Zelensky chiede, Blinken promette. Ma le armi non bastano
Le truppe russe avanzano e mentre conquistano villaggi all’estremo nord del Donbass riescono anche a bersagliare Kharkiv, facendo schizzare il livello d’allerta nella seconda città più grande del Paese. Così Zelensky, incontrando il segretario di Stato Usa, Antony Blinken, torna a chiedere armi, in particolare i “sistemi Patriot per la protezione delle nostre città e comunità, come Kharkiv e Kharkiv Oblast”. Il membro dell’amministrazione americana promette che gli Stati Uniti sosterranno l’Ucraina finché la sicurezza del Paese non sarà “garantita”: “Siamo con voi oggi. E resteremo al vostro fianco finché la sicurezza, la sovranità e la capacità dell’Ucraina di scegliere la propria strada non saranno garantite”.

Resta da vedere se questo sostegno promesso rispetterà le tempistiche: l’ultimo pacchetto di aiuti che ha ricevuto l’ok di Washington è rimasto in standby al Congresso per mesi a causa dell’ostruzionismo repubblicano che invoca la fine, o comunque la drastica diminuzione, dell’invio di sistemi militari a Kiev. Inoltre, i munizionamenti sono sempre più difficili da reperire, sia negli Stati Uniti che in Europa, con diversi Paesi che hanno dato fondo alle proprie scorte nonostante Kiev spari circa 5-6 volte meno rispetto ai militari di Mosca. Anche l’imminente invio dei caccia F-16, secondo diversi esperti, non sarà affatto risolutivo, sia per la fase del conflitto in cui ci troviamo sia per il numero di mezzi che verrà messo a disposizione di Kiev.

Ciò che però i vertici politici non dicono, a differenza di quelli militari e dell’intelligence, è che le armi, da sole, potrebbero non bastare. All’esercito ucraino mancano innanzitutto uomini. La sproporzione rispetto alle disponibilità russe è ormai incolmabile: Mosca riesce a impiegare sul campo oltre 500mila uomini, ma si parla di un piano per mobilitarne altri 300mila entro il 1 giugno, e riesce a garantire una turnazione che, invece, è praticamente inesistente tra le truppe ucraine, ormai allo stremo dopo oltre due anni di guerra, col morale basso e già impiegate sul campo. In totale, secondo i dati 2023 di Global Firepower, l’esercito ucraino conta circa 500mila militari, di cui 200mila in servizio attivo. La Russia ha il quadruplo del personale militare attivo, 1.330.900 uomini, e 250mila riservisti.
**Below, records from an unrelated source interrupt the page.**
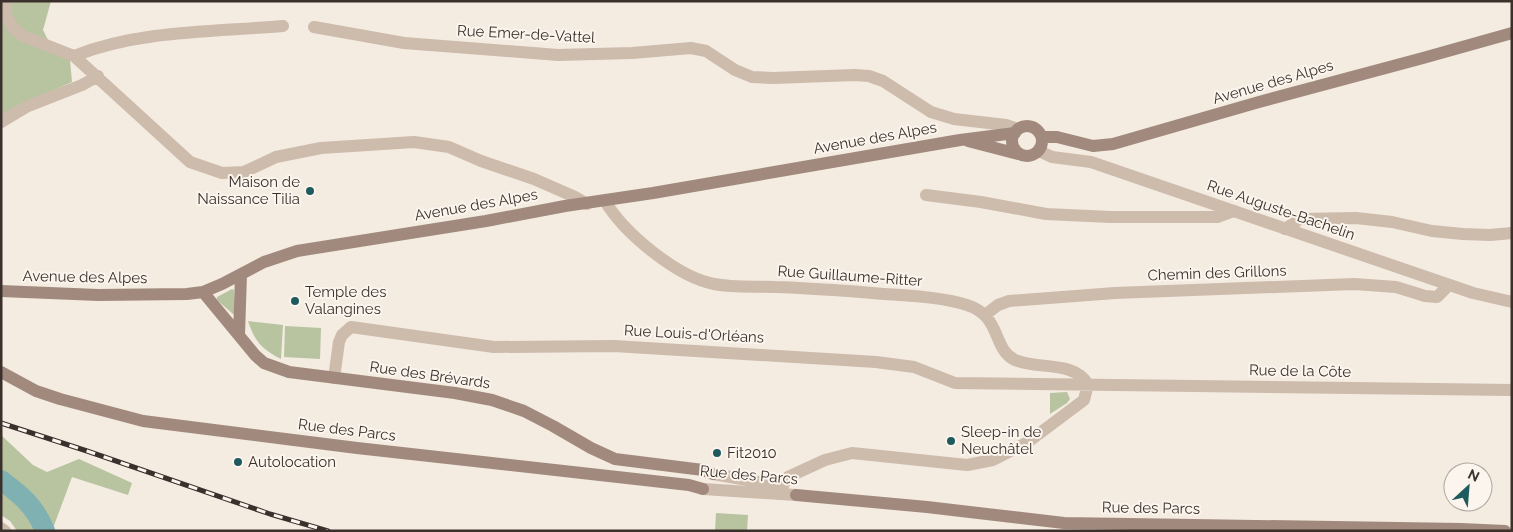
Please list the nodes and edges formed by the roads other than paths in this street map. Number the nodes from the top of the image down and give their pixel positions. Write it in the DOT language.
graph roads {
  1 [pos="6,1"];
  2 [pos="283,26"];
  3 [pos="314,27"];
  4 [pos="1512,33"];
  5 [pos="74,56"];
  6 [pos="98,76"];
  7 [pos="1,122"];
  8 [pos="1016,131"];
  9 [pos="1042,137"];
  10 [pos="960,140"];
  11 [pos="1039,151"];
  12 [pos="1018,154"];
  13 [pos="926,195"];
  14 [pos="605,201"];
  15 [pos="588,204"];
  16 [pos="1234,211"];
  17 [pos="1285,229"];
  18 [pos="1512,233"];
  19 [pos="241,274"];
  20 [pos="1449,285"];
  21 [pos="1,291"];
  22 [pos="203,292"];
  23 [pos="1512,302"];
  24 [pos="985,315"];
  25 [pos="239,335"];
  26 [pos="1,372"];
  27 [pos="334,378"];
  28 [pos="1088,384"];
  29 [pos="1512,390"];
  30 [pos="714,474"];
  31 [pos="703,489"];
  32 [pos="720,490"];
  33 [pos="778,494"];
  34 [pos="796,495"];
  35 [pos="1,528"];
  36 [pos="5,531"];
  37 [pos="1505,531"];
  1 -- 5 [label="street"];
  2 -- 5 [label="street"];
  3 -- 8 [label="street, Rue Emer-de-Vattel"];
  4 -- 9 [label="main road, Avenue des Alpes"];
  5 -- 6 [label="street"];
  6 -- 7 [label="street"];
  6 -- 15 [label="street"];
  8 -- 9 [label="main road"];
  8 -- 10 [label="main road, Avenue des Alpes"];
  8 -- 12 [label="main road"];
  9 -- 11 [label="main road"];
  10 -- 12 [label="main road, Avenue des Alpes"];
  10 -- 14 [label="main road, Avenue des Alpes"];
  11 -- 12 [label="main road"];
  11 -- 16 [label="street, Rue Auguste-Bachelin"];
  13 -- 16 [label="street"];
  14 -- 15 [label="main road, Avenue des Alpes"];
  14 -- 24 [label="street, Rue Guillaume-Ritter"];
  15 -- 19 [label="main road, Avenue des Alpes"];
  16 -- 17 [label="street, Rue Auguste-Bachelin"];
  17 -- 18 [label="street"];
  17 -- 20 [label="street, Rue Auguste-Bachelin"];
  19 -- 22 [label="main road, Avenue des Alpes"];
  19 -- 25 [label="main road"];
  20 -- 23 [label="street, Rue Auguste-Bachelin"];
  20 -- 24 [label="street, Chemin des Grillons"];
  21 -- 22 [label="main road, Avenue des Alpes"];
  22 -- 25 [label="main road, Rue des Brévards"];
  24 -- 28 [label="street"];
  25 -- 27 [label="main road, Rue des Brévards"];
  26 -- 31 [label="main road, Rue des Parcs"];
  27 -- 28 [label="street, Rue Louis-d'Orléans"];
  27 -- 30 [label="main road, Rue des Brévards"];
  28 -- 29 [label="street, Rue de la Côte"];
  28 -- 33 [label="street"];
  30 -- 32 [label="street"];
  30 -- 33 [label="street"];
  31 -- 32 [label="street, Rue des Parcs"];
  32 -- 33 [label="street, Rue des Parcs"];
  33 -- 34 [label="street, Rue des Parcs"];
  34 -- 37 [label="main road, Rue des Parcs"];
  35 -- 36 [label="street"];
}
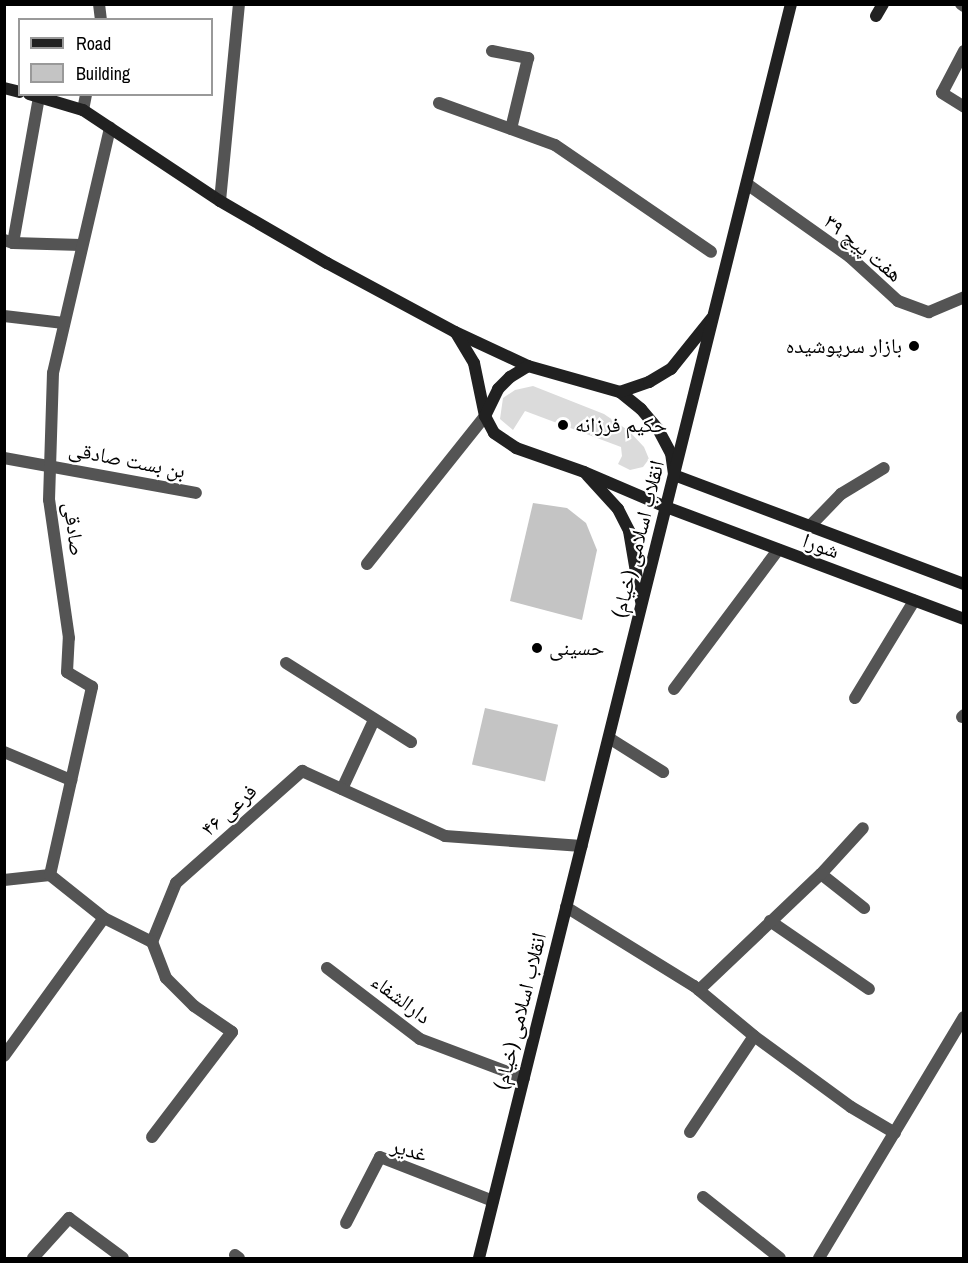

L’occidente deve scegliere se rilanciare o sedersi al tavolo
Vista la situazione, nel caso in cui l’offensiva russa fosse in grado di andare avanti per tutta l’estate, gli alleati di Zelensky dovranno prendere una decisione: convincere Kiev a intavolare una seria trattativa con Mosca, sempre che per Putin questa sia al momento una strada praticabile, o rilanciare. La seconda opzione si avvicinerebbe alla posizione del presidente francese Emmanuel Macron che, in più di un’occasione, ha detto di non poter escludere l’invio di truppe europee in territorio ucraino in caso di sfondamento russo. Una svolta che rischierebbe però di trasformare la guerra ucraina in un conflitto mondiale tra potenze nucleari. L’alternativa, al momento, sembra essere quella della diplomazia.

Anche Zelensky pensa al dialogo?
A un possibile dialogo con Putin sembrano pensare sempre più persone nei palazzi di Kiev. Non avviene lo stesso, almeno stando alle dichiarazioni ufficiali, nelle cancellerie europee e a Washington. La maggior parte delle famiglie politiche a Bruxelles prevede, nel suo programma elettorale, il sostegno duraturo alla causa ucraina, mentre Biden non può permettersi di mollare il suo alleato a pochi mesi dalle elezioni, dopo aver fatto enormi pressioni sul Congresso affinché gli aiuti non venissero meno. Ma le sue promesse e quelle di Blinken potrebbero avere vita breve. Le cose cambierebbero se alla Casa Bianca tornasse Donald Trump che su questo dossier lascerebbe sola e in grande difficoltà l’Europa. Ma in questo momento, per come si sta evolvendo la situazione sul campo, l’orizzonte temporale di novembre sembra lontanissimo.

Così, chissà se anche dai più stretti alleati non siano arrivate pressioni sull’Ucraina per l’attivazione di un vero canale diplomatico con Mosca. È con questo dubbio che si può guardare anche al viaggio a sorpresa che la first lady, Olena Zelenska, ha avuto con il ministro degli Esteri, Dmytro Kuleba, a Belgrado. Il motivo ufficiale della trasferta è l’incontro con la moglie del presidente serbo, Aleksandar Vucic, per rispondere all’offerta di fondi dello Stato balcanico per l’assistenza umanitaria, anche psicologica, alle popolazioni dei Paesi in guerra. Ma la meta e le tempistiche lasciano pensare che si sia parlato anche di altro e che a Belgrado possa essersi aperto un canale di comunicazione mediata tra Mosca e Kiev. La Serbia, nonostante alcune frizioni registrate negli ultimi mesi, è uno dei più stretti alleati internazionali della Russia e proprio nei giorni scorsi Vucic ha ricevuto la visita del presidente cinese Xi Jinping, durante il suo viaggio in Europa che ha toccato anche la Francia e l’Ungheria, leader del più importante Paese che sta sostenendo economicamente lo sforzo bellico russo.

Non è possibile sapere se l’incontro di Belgrado finirà nei libri di storia per essere stato l’inizio della distensione, la visita che ha convinto Zelensky e i suoi alleati ad ascoltare gli appelli dei militari e dell’intelligence e, quindi, avviare colloqui con Mosca. “Maggio sarà un mese complicato“, aveva previsto Skibitsky. Se Kiev e gli alleati non riusciranno né ad avviare i colloqui né a invertire il trend del conflitto, però, il rischio è che Putin riesca davvero a raggiungere gli obiettivi dichiarati il 24 febbraio 2022: annettere tutti i territori a est del fiume Dnepr.